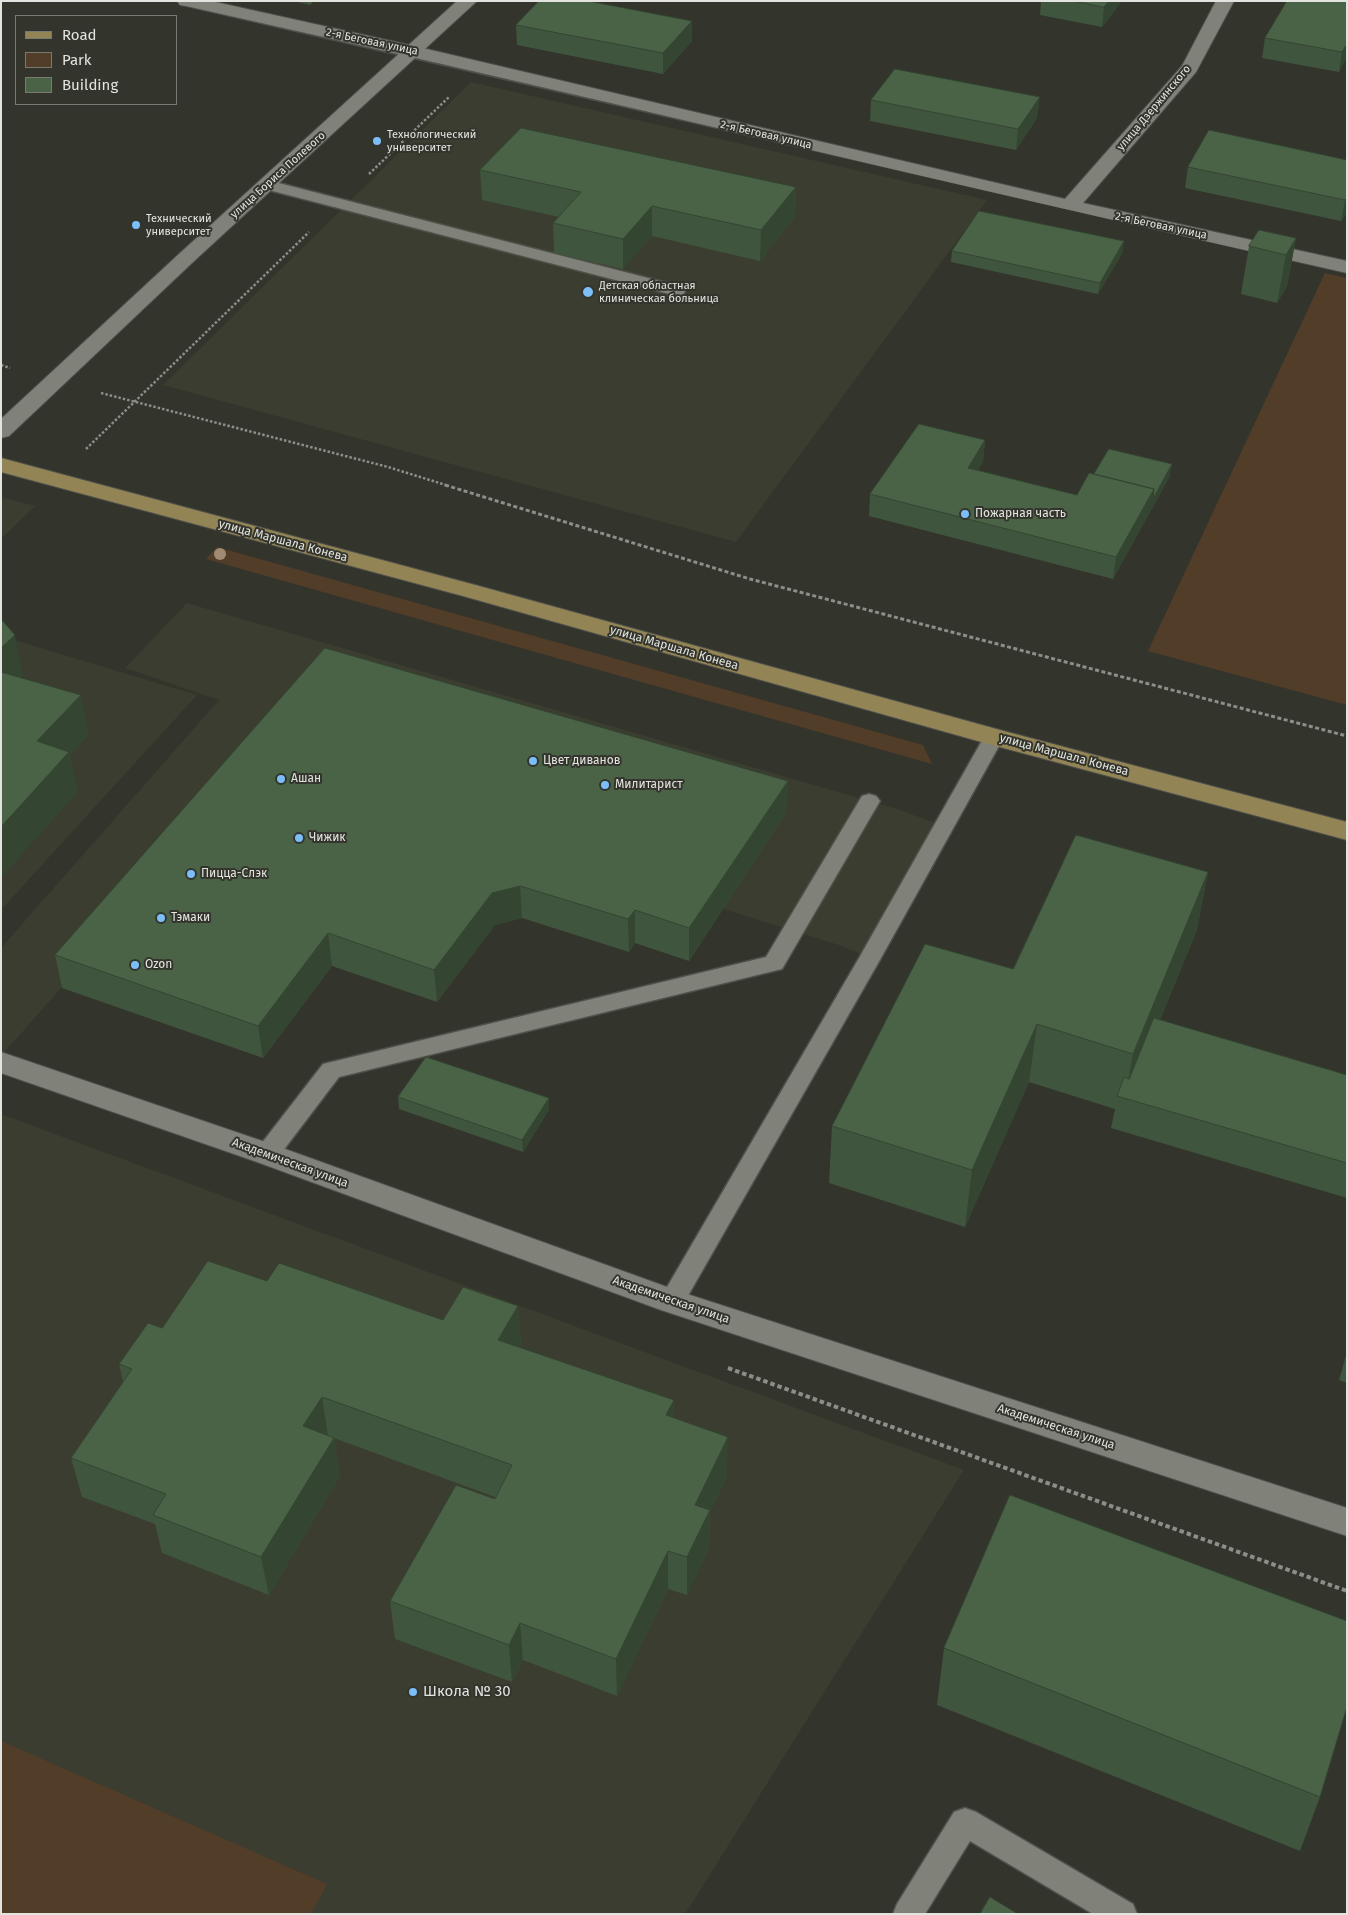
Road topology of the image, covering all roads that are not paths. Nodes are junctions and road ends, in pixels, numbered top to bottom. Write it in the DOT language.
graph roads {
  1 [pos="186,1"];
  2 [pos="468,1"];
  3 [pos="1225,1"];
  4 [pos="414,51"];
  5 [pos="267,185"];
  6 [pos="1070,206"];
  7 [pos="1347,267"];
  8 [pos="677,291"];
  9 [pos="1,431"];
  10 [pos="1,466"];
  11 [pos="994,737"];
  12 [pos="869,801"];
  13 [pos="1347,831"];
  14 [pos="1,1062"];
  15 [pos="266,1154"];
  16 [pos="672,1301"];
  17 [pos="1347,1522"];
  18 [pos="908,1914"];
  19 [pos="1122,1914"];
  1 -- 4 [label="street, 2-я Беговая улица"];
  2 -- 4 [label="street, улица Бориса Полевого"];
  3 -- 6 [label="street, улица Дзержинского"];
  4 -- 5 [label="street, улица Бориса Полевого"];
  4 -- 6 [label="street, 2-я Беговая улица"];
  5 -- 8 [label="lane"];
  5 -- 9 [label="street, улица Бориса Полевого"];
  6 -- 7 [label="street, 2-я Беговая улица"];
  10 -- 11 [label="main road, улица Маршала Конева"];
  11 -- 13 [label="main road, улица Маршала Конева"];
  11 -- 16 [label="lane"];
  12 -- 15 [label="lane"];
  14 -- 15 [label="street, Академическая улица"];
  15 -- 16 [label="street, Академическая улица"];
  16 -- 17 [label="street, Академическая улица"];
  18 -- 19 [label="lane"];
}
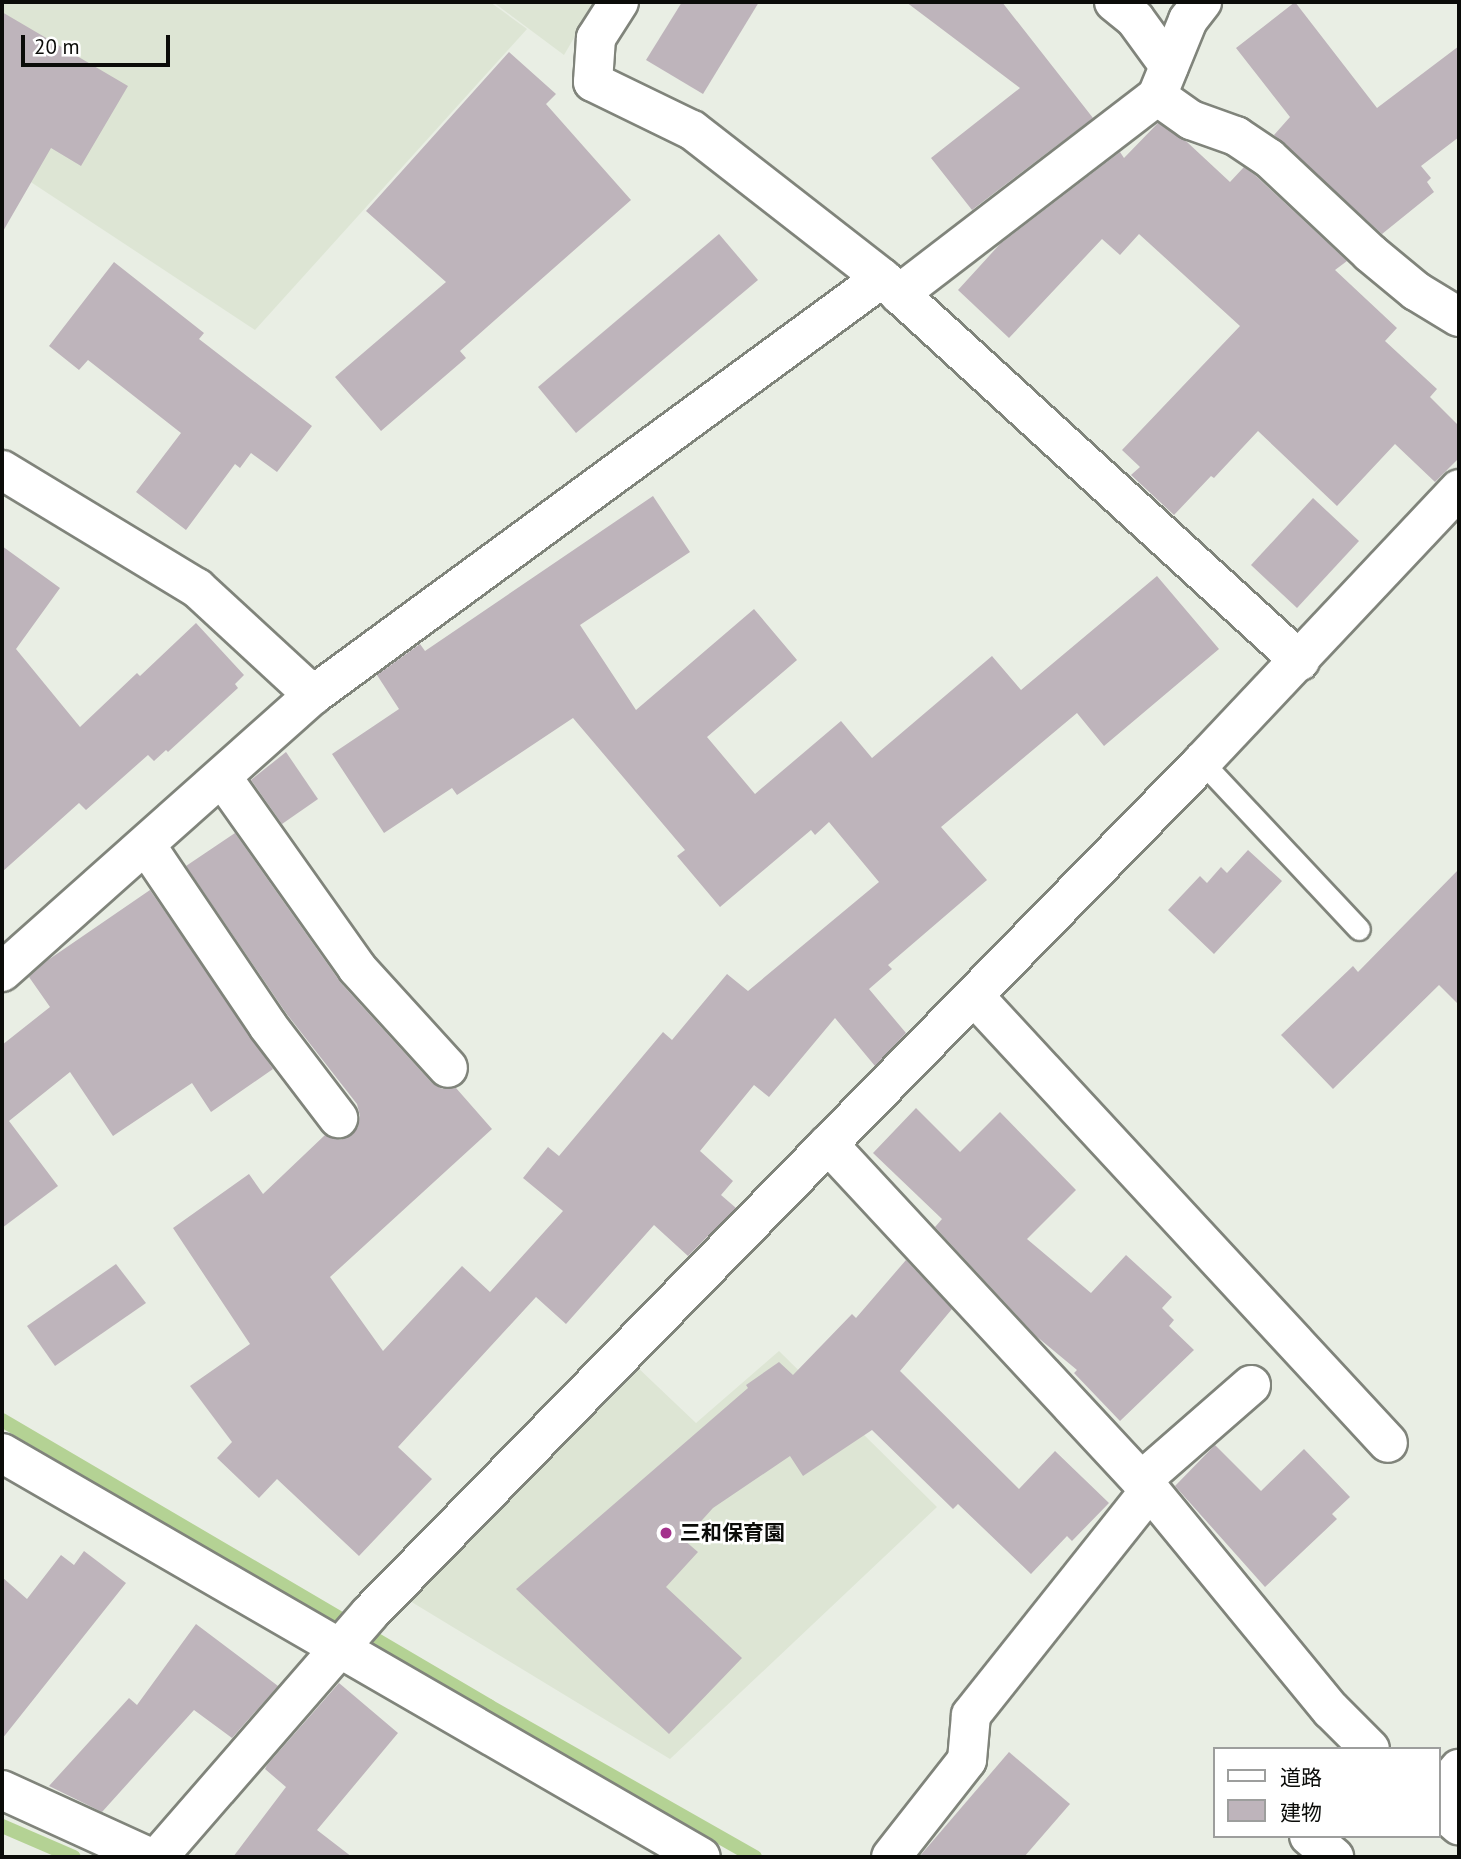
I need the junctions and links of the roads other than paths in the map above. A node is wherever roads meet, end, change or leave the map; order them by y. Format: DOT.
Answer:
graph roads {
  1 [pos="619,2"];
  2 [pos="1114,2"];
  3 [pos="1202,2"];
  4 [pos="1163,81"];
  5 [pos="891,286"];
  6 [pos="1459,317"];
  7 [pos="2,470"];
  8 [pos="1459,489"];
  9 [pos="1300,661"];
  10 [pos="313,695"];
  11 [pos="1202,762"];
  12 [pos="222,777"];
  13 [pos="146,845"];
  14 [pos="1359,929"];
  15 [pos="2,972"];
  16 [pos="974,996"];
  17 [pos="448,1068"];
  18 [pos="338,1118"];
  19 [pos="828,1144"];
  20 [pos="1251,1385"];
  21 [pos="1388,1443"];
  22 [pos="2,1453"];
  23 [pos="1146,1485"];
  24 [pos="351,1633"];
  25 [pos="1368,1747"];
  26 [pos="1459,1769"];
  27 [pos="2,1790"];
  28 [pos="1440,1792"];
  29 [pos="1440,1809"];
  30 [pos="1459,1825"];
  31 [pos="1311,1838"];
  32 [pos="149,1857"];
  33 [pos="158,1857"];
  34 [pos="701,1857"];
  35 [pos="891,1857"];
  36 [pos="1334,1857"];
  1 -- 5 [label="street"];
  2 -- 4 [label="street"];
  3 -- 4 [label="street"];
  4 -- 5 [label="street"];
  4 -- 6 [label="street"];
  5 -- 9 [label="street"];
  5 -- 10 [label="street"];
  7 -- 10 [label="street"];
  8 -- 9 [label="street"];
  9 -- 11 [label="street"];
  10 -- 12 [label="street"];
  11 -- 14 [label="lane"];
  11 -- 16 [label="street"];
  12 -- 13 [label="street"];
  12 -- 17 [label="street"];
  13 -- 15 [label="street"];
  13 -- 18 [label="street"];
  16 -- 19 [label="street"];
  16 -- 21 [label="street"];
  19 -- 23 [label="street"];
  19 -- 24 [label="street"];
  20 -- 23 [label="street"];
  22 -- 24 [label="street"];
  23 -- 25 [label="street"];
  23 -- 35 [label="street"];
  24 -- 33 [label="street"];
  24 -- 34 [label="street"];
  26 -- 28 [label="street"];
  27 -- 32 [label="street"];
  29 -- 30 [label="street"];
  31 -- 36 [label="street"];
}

____

■ Assignment ■
Count the lines of the listing above that include the word "Бориса" and state the total with nothing else.

■ The answer ■
3